Common Pitfalls and How to Avoid Them
| Pitfall | Symptom | Fix |
|---|---|---|
Forgetting to handle CancelledError |
Resource leaks (unclosed connections, unflushed buffers) | Wrap all workers in try/finally |
| No concurrency limit | Connection pool exhaustion, rate limit violations | Always use asyncio.Semaphore |
Mixing gather and TaskGroup |
Inconsistent cancellation semantics | Use TaskGroup for scoped lifecycle; gather for fire-and-forget result collection |
Catching CancelledError without re-raising |
Silent cancellation — hard to debug | Either handle and log, or re-raise immediately |
Not setting a loop policy before add_signal_handler |
RuntimeError: set_wakeup_fd only works in main thread |
Ensure signal handlers are registered in the main thread before any coroutines run |
| Creating tasks outside a TaskGroup | Tasks outlive their scope | Keep all short-lived tasks within TaskGroup or track them explicitly |
Conclusion
Managing the lifecycle of thousands of coroutines is not about choosing the right primitive — it is about understanding how gather, TaskGroup, and signal handling compose into a coherent shutdown protocol. The rules are simple:
Launch with limits. Never spawn unlimited tasks. Semaphores enforce connection pool boundaries.
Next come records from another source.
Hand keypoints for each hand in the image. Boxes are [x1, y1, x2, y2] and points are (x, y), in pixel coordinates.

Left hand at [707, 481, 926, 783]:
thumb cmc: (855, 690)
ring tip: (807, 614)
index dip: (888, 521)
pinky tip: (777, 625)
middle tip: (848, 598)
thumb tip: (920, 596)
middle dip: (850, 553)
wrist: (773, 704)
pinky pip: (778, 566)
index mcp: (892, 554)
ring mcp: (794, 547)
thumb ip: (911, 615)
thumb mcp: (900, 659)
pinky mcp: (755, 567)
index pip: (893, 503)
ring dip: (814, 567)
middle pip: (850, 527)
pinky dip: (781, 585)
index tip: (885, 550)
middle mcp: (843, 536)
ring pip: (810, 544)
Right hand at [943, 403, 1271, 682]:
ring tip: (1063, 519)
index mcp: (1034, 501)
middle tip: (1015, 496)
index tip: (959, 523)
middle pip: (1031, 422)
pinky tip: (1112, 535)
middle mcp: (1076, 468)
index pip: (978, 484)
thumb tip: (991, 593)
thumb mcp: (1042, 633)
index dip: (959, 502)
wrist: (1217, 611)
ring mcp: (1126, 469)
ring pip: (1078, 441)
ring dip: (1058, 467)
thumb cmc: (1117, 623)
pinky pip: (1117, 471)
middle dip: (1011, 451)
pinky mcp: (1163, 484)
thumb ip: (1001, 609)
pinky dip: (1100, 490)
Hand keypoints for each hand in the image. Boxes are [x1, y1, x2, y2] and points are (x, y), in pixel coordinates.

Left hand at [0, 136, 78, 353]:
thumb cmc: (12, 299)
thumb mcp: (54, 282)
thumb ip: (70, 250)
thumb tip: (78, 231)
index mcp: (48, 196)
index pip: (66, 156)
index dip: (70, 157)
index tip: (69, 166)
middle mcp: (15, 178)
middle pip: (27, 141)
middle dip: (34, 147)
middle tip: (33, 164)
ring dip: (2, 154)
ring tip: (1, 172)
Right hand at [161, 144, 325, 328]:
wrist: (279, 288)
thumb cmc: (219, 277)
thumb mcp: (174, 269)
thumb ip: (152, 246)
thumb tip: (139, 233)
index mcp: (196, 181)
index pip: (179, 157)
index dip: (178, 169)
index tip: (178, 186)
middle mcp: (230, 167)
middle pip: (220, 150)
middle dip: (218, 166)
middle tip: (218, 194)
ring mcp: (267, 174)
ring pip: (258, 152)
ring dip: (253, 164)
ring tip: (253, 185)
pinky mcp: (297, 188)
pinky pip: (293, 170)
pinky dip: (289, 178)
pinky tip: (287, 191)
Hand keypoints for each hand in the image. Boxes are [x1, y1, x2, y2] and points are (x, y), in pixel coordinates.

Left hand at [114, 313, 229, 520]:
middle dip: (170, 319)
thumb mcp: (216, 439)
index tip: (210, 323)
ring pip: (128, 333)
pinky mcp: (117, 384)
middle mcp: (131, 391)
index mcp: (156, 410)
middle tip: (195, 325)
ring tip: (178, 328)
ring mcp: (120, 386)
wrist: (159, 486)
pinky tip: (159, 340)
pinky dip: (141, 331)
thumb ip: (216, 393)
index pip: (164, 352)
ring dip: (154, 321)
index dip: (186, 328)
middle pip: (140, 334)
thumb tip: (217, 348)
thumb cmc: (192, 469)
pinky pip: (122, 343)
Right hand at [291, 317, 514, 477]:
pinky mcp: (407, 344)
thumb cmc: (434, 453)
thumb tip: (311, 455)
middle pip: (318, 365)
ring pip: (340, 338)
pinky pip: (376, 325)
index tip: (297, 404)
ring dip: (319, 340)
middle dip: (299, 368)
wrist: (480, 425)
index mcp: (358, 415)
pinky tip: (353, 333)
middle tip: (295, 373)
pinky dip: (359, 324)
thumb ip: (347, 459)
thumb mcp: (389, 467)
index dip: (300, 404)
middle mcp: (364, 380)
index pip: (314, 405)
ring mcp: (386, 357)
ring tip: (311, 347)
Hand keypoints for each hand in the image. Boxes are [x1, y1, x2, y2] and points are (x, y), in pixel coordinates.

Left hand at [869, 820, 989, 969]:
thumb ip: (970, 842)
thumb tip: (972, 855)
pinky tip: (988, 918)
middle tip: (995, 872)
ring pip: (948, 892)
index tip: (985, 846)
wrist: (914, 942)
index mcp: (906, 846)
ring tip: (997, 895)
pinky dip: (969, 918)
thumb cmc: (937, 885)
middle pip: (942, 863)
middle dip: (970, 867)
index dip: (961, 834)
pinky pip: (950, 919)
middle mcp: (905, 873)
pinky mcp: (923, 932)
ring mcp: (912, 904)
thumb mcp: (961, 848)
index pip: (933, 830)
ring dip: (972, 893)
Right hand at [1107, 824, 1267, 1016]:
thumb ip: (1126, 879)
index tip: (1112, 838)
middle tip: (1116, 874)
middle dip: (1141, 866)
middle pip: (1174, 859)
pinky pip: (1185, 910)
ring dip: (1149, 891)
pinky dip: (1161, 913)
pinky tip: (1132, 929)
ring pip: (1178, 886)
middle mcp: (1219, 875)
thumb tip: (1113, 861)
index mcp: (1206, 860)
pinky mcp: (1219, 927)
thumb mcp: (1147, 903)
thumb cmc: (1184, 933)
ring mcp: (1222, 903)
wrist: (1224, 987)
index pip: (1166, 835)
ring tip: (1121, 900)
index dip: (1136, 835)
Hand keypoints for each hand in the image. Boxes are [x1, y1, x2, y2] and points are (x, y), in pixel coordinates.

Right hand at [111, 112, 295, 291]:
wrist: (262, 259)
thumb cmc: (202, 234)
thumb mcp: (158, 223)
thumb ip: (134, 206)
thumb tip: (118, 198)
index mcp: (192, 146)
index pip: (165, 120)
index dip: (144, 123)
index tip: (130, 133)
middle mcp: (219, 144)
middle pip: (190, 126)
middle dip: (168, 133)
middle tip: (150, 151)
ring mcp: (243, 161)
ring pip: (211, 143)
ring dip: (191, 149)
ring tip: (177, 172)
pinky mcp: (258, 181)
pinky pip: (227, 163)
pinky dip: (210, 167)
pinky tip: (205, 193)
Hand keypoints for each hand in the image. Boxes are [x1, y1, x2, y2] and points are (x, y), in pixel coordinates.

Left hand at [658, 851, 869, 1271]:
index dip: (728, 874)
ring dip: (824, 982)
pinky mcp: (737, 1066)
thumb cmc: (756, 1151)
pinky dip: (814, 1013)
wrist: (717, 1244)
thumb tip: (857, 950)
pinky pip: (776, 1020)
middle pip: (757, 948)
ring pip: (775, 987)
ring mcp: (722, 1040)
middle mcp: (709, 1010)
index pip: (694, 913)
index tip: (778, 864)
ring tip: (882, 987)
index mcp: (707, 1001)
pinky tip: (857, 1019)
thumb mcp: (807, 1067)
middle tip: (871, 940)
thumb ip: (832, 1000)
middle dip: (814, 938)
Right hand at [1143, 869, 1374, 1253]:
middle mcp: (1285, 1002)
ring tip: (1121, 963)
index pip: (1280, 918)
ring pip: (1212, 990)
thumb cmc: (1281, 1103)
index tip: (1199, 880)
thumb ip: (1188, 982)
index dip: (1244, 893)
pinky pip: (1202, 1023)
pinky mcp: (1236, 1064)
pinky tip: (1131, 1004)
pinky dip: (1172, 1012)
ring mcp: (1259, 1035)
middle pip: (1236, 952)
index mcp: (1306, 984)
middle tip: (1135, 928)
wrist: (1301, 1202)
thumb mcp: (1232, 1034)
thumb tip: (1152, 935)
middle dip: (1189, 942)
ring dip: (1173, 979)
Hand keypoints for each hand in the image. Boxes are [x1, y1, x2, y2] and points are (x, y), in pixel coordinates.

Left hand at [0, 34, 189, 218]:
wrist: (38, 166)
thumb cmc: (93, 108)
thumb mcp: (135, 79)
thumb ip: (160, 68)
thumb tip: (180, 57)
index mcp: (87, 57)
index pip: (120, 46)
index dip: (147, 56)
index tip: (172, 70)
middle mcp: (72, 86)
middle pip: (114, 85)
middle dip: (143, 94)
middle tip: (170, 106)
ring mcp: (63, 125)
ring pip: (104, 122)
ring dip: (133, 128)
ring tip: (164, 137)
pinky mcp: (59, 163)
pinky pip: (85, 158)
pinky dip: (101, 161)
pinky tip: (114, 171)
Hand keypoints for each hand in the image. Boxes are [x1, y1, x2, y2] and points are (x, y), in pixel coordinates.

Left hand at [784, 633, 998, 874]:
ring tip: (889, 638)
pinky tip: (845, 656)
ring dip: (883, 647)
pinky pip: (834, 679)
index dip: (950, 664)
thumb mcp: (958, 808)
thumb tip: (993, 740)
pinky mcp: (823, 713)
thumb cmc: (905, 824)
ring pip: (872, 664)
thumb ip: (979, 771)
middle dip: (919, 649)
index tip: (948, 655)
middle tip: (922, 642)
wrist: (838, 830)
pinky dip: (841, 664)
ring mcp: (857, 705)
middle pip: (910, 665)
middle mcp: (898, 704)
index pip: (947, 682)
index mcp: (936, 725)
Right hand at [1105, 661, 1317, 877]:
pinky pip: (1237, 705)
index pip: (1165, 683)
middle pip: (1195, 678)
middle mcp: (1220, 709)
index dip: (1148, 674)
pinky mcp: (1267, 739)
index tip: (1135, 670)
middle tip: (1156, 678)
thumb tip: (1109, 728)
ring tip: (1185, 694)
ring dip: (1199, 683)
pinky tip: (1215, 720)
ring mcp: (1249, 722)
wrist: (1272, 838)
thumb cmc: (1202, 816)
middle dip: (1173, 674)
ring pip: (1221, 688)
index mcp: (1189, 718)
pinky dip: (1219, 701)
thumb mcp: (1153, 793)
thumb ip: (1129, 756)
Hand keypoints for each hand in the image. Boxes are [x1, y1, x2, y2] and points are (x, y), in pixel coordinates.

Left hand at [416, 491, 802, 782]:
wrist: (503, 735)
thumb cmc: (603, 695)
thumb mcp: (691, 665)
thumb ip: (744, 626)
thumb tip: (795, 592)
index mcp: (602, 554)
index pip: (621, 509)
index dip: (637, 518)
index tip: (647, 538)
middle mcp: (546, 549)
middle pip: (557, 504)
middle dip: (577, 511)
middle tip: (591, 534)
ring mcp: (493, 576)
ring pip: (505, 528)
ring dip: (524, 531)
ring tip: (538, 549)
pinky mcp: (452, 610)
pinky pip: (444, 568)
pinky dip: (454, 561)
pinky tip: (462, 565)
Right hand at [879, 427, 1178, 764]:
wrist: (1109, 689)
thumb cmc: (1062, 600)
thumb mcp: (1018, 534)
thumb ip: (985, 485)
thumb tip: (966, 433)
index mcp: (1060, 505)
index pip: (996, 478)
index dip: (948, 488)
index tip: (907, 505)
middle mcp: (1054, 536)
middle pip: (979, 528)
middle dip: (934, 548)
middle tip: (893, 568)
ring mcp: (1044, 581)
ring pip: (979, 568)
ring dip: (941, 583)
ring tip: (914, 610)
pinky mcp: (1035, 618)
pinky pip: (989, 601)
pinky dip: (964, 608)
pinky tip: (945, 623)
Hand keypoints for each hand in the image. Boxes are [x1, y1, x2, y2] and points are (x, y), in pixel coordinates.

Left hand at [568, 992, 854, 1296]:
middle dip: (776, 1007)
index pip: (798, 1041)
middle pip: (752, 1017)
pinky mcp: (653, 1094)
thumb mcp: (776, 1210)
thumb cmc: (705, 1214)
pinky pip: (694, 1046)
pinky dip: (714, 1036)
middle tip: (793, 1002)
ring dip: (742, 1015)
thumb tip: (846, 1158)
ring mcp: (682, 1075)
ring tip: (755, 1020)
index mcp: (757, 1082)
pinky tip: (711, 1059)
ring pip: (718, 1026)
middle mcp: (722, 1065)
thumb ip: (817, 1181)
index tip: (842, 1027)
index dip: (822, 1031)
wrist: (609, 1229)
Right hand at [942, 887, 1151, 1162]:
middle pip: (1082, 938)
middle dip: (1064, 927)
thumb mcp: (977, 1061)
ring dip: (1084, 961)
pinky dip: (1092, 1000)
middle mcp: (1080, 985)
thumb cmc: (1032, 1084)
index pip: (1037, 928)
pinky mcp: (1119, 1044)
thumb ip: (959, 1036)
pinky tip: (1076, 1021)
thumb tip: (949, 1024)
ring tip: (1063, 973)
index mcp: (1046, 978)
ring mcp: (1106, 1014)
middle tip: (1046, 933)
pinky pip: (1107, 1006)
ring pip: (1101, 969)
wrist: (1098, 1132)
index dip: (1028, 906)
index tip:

Structure with TaskGroup. Group related tasks into explicit scopes. Exit the scope to trigger automatic cancellation and cleanup.
Coordinate with events. Use asyncio.Event as the shutdown signal that propagates cancellation across all workers.
Handle cancellation explicitly. Every worker must catch CancelledError in a try/finally block. Graceful unwinding is not optional — it is the contract.
The market does not wait for your event loop to shut down cleanly. When the data feed disconnects, when the connection pool saturates, when the server sends a FIN packet — your asyncio application must respond within milliseconds, cancelling thousands of tasks without leaking memory or leaving connections dangling. The patterns in this article are the foundation for building that resilience.
This article provides technical guidance on asyncio programming patterns. Always test shutdown behavior under load before deploying to production.